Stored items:
______________________________

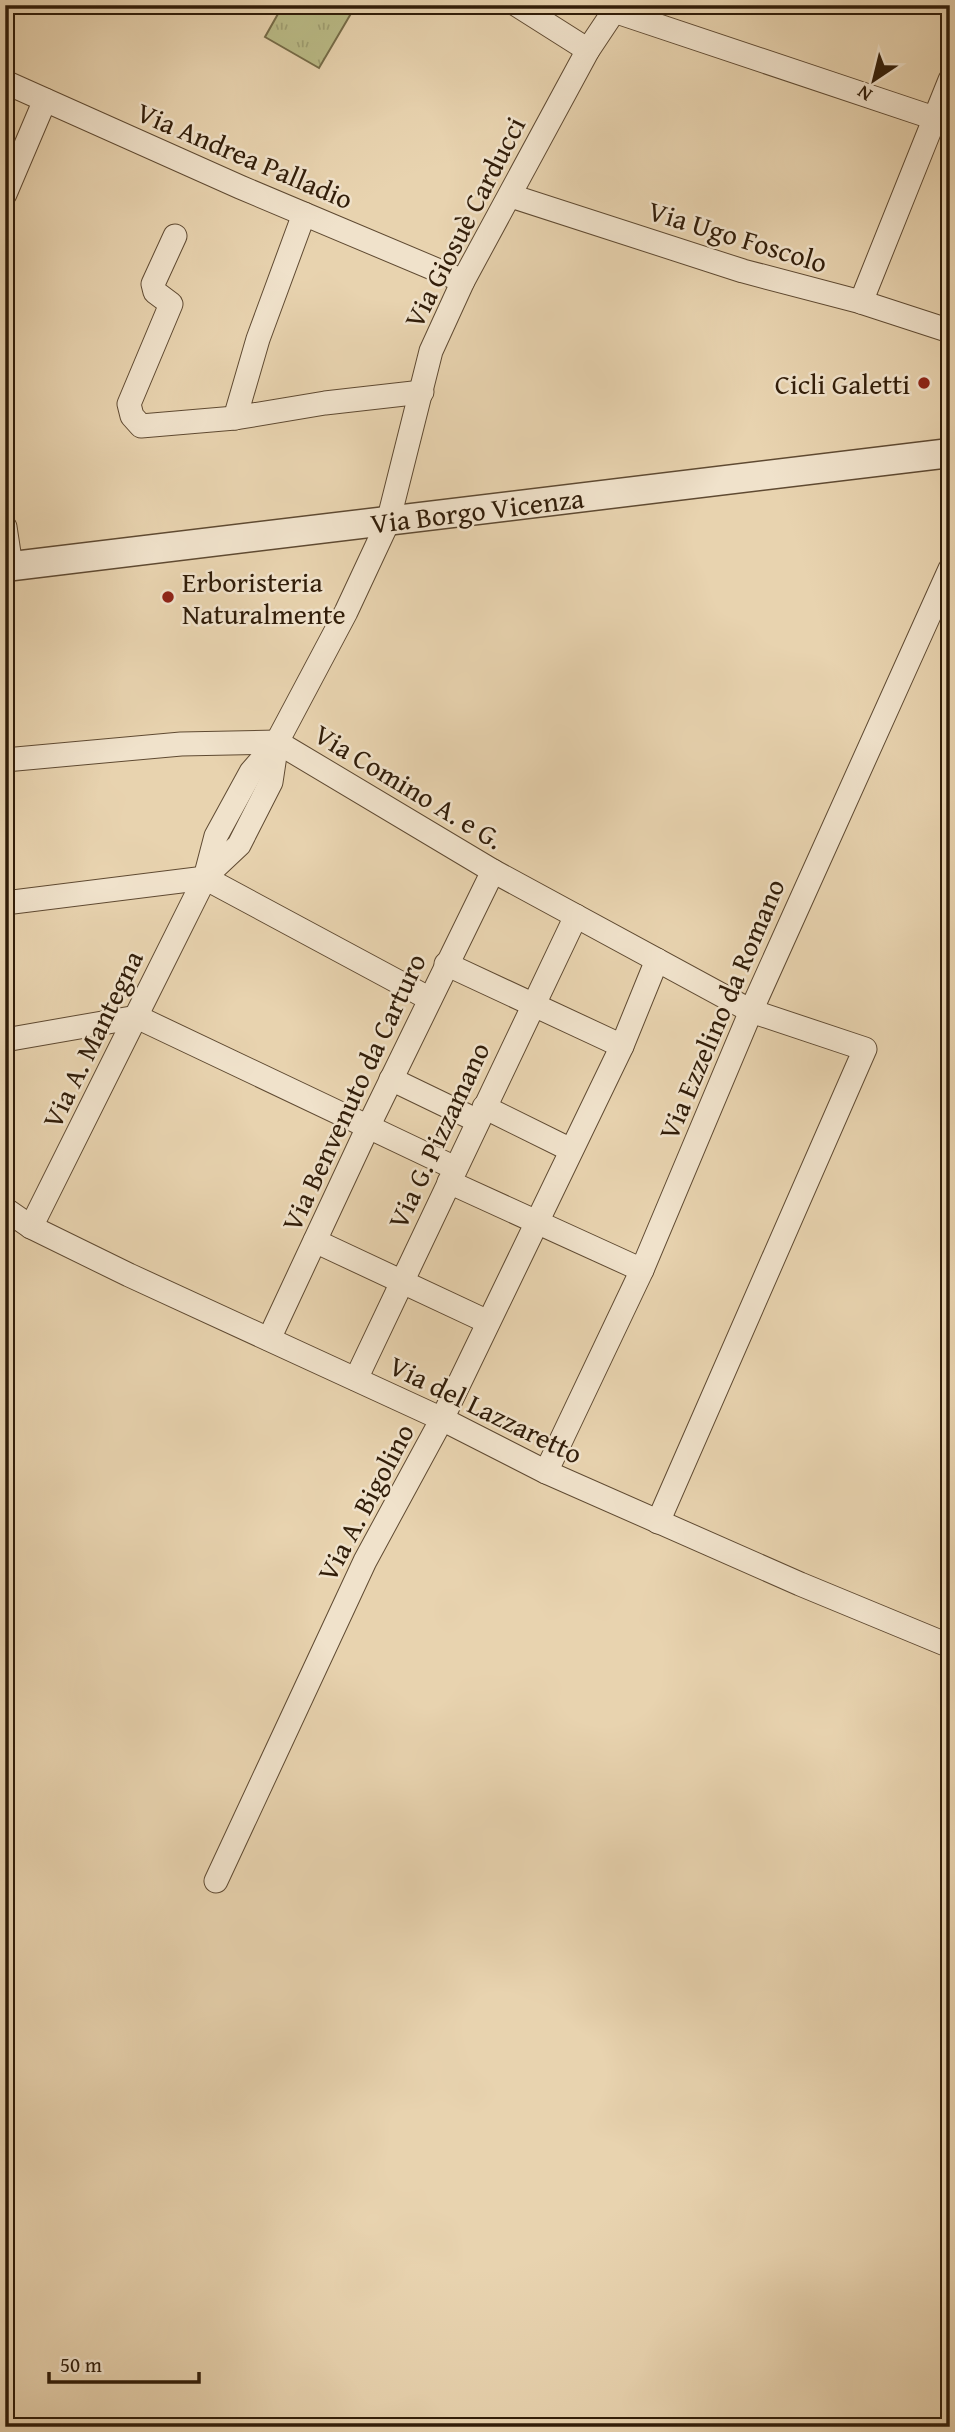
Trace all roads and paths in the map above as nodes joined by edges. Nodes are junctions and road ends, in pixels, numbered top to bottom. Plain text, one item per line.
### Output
1 (517, 5) edge
2 (616, 8) edge
3 (588, 50) junction
4 (950, 80) edge
5 (5, 82) edge
6 (45, 100) junction
7 (934, 118) junction
8 (5, 194) edge
9 (511, 196) junction
10 (304, 214) junction
11 (175, 236) dead end
12 (463, 281) junction
13 (861, 302) junction
14 (950, 331) edge
15 (422, 391) junction
16 (235, 418) junction
17 (950, 453) edge
18 (388, 522) junction
19 (5, 527) edge
20 (8, 567) edge
21 (950, 569) edge
22 (277, 741) junction
23 (5, 760) edge
24 (493, 871) junction
25 (205, 878) junction
26 (5, 903) edge
27 (576, 916) junction
28 (657, 960) junction
29 (446, 964) junction
30 (430, 999) junction
31 (532, 1005) junction
32 (751, 1011) junction
33 (137, 1017) junction
34 (5, 1040) edge
35 (622, 1046) junction
36 (391, 1079) junction
37 (481, 1114) junction
38 (368, 1126) junction
39 (571, 1150) junction
40 (452, 1175) junction
41 (5, 1209) edge
42 (536, 1222) junction
43 (31, 1227) junction
44 (315, 1241) junction
45 (642, 1270) junction
46 (402, 1282) junction
47 (488, 1322) junction
48 (268, 1339) junction
49 (356, 1379) junction
50 (442, 1419) junction
51 (546, 1472) junction
52 (658, 1522) junction
53 (950, 1646) edge
54 (216, 1881) dead end

1 - 3 street
2 - 3 street, Via Giosuè Carducci
2 - 7 street
3 - 9 street, Via Giosuè Carducci
4 - 7 street
5 - 6 street, Via Andrea Palladio
6 - 8 street
6 - 10 street, Via Andrea Palladio
7 - 13 street
9 - 12 street, Via Giosuè Carducci
9 - 13 street, Via Ugo Foscolo
10 - 12 street, Via Andrea Palladio
10 - 16 street
11 - 16 street
12 - 15 street, Via Giosuè Carducci
13 - 14 street, Via Ugo Foscolo
15 - 16 street
15 - 18 street, Via Giosuè Carducci
17 - 18 street, Via Borgo Vicenza
18 - 20 street, Via Borgo Vicenza
18 - 22 street, Via A. Mantegna
19 - 20 street
21 - 32 street, Via Ezzelino da Romano
22 - 23 street, Via Comino A. e G.
22 - 24 street, Via Comino A. e G.
22 - 25 street, Via A. Mantegna
24 - 27 street, Via Comino A. e G.
24 - 29 street, Via Benvenuto da Carturo
25 - 26 street
25 - 30 street
25 - 33 street, Via A. Mantegna
27 - 28 street, Via Comino A. e G.
27 - 31 street, Via G. Pizzamano
28 - 32 street, Via Comino A. e G.
28 - 35 street, Via A. Bigolino
29 - 30 street, Via Benvenuto da Carturo
29 - 31 street
30 - 36 street, Via Benvenuto da Carturo
31 - 35 street
31 - 37 street, Via G. Pizzamano
32 - 45 street, Via Ezzelino da Romano
32 - 52 street, Via Comino A. e G.
33 - 34 street
33 - 38 street
33 - 43 street, Via A. Mantegna
35 - 39 street, Via A. Bigolino
36 - 37 street
36 - 38 street, Via Benvenuto da Carturo
37 - 39 street
37 - 40 street, Via G. Pizzamano
38 - 40 street
38 - 44 street, Via Benvenuto da Carturo
39 - 42 street, Via A. Bigolino
40 - 42 street
40 - 46 street, Via G. Pizzamano
41 - 43 street, Via del Lazzaretto
42 - 45 street
42 - 47 street, Via A. Bigolino
43 - 48 street, Via del Lazzaretto
44 - 46 street
44 - 48 street, Via Benvenuto da Carturo
45 - 51 street, Via Ezzelino da Romano
46 - 47 street
46 - 49 street, Via G. Pizzamano
47 - 50 street, Via A. Bigolino
48 - 49 street, Via del Lazzaretto
49 - 50 street, Via del Lazzaretto
50 - 51 street, Via del Lazzaretto
50 - 54 street, Via A. Bigolino
51 - 52 street, Via del Lazzaretto
52 - 53 street, Via del Lazzaretto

______________________________

WHAT TO PRODUCE ->
Your answer must be every record above, word for word, with no pictures.

SOLUTION ->
Trace all roads and paths in the map above as nodes joined by edges. Nodes are junctions and road ends, in pixels, numbered top to bottom. Plain text, one item per line.
### Output
1 (517, 5) edge
2 (616, 8) edge
3 (588, 50) junction
4 (950, 80) edge
5 (5, 82) edge
6 (45, 100) junction
7 (934, 118) junction
8 (5, 194) edge
9 (511, 196) junction
10 (304, 214) junction
11 (175, 236) dead end
12 (463, 281) junction
13 (861, 302) junction
14 (950, 331) edge
15 (422, 391) junction
16 (235, 418) junction
17 (950, 453) edge
18 (388, 522) junction
19 (5, 527) edge
20 (8, 567) edge
21 (950, 569) edge
22 (277, 741) junction
23 (5, 760) edge
24 (493, 871) junction
25 (205, 878) junction
26 (5, 903) edge
27 (576, 916) junction
28 (657, 960) junction
29 (446, 964) junction
30 (430, 999) junction
31 (532, 1005) junction
32 (751, 1011) junction
33 (137, 1017) junction
34 (5, 1040) edge
35 (622, 1046) junction
36 (391, 1079) junction
37 (481, 1114) junction
38 (368, 1126) junction
39 (571, 1150) junction
40 (452, 1175) junction
41 (5, 1209) edge
42 (536, 1222) junction
43 (31, 1227) junction
44 (315, 1241) junction
45 (642, 1270) junction
46 (402, 1282) junction
47 (488, 1322) junction
48 (268, 1339) junction
49 (356, 1379) junction
50 (442, 1419) junction
51 (546, 1472) junction
52 (658, 1522) junction
53 (950, 1646) edge
54 (216, 1881) dead end

1 - 3 street
2 - 3 street, Via Giosuè Carducci
2 - 7 street
3 - 9 street, Via Giosuè Carducci
4 - 7 street
5 - 6 street, Via Andrea Palladio
6 - 8 street
6 - 10 street, Via Andrea Palladio
7 - 13 street
9 - 12 street, Via Giosuè Carducci
9 - 13 street, Via Ugo Foscolo
10 - 12 street, Via Andrea Palladio
10 - 16 street
11 - 16 street
12 - 15 street, Via Giosuè Carducci
13 - 14 street, Via Ugo Foscolo
15 - 16 street
15 - 18 street, Via Giosuè Carducci
17 - 18 street, Via Borgo Vicenza
18 - 20 street, Via Borgo Vicenza
18 - 22 street, Via A. Mantegna
19 - 20 street
21 - 32 street, Via Ezzelino da Romano
22 - 23 street, Via Comino A. e G.
22 - 24 street, Via Comino A. e G.
22 - 25 street, Via A. Mantegna
24 - 27 street, Via Comino A. e G.
24 - 29 street, Via Benvenuto da Carturo
25 - 26 street
25 - 30 street
25 - 33 street, Via A. Mantegna
27 - 28 street, Via Comino A. e G.
27 - 31 street, Via G. Pizzamano
28 - 32 street, Via Comino A. e G.
28 - 35 street, Via A. Bigolino
29 - 30 street, Via Benvenuto da Carturo
29 - 31 street
30 - 36 street, Via Benvenuto da Carturo
31 - 35 street
31 - 37 street, Via G. Pizzamano
32 - 45 street, Via Ezzelino da Romano
32 - 52 street, Via Comino A. e G.
33 - 34 street
33 - 38 street
33 - 43 street, Via A. Mantegna
35 - 39 street, Via A. Bigolino
36 - 37 street
36 - 38 street, Via Benvenuto da Carturo
37 - 39 street
37 - 40 street, Via G. Pizzamano
38 - 40 street
38 - 44 street, Via Benvenuto da Carturo
39 - 42 street, Via A. Bigolino
40 - 42 street
40 - 46 street, Via G. Pizzamano
41 - 43 street, Via del Lazzaretto
42 - 45 street
42 - 47 street, Via A. Bigolino
43 - 48 street, Via del Lazzaretto
44 - 46 street
44 - 48 street, Via Benvenuto da Carturo
45 - 51 street, Via Ezzelino da Romano
46 - 47 street
46 - 49 street, Via G. Pizzamano
47 - 50 street, Via A. Bigolino
48 - 49 street, Via del Lazzaretto
49 - 50 street, Via del Lazzaretto
50 - 51 street, Via del Lazzaretto
50 - 54 street, Via A. Bigolino
51 - 52 street, Via del Lazzaretto
52 - 53 street, Via del Lazzaretto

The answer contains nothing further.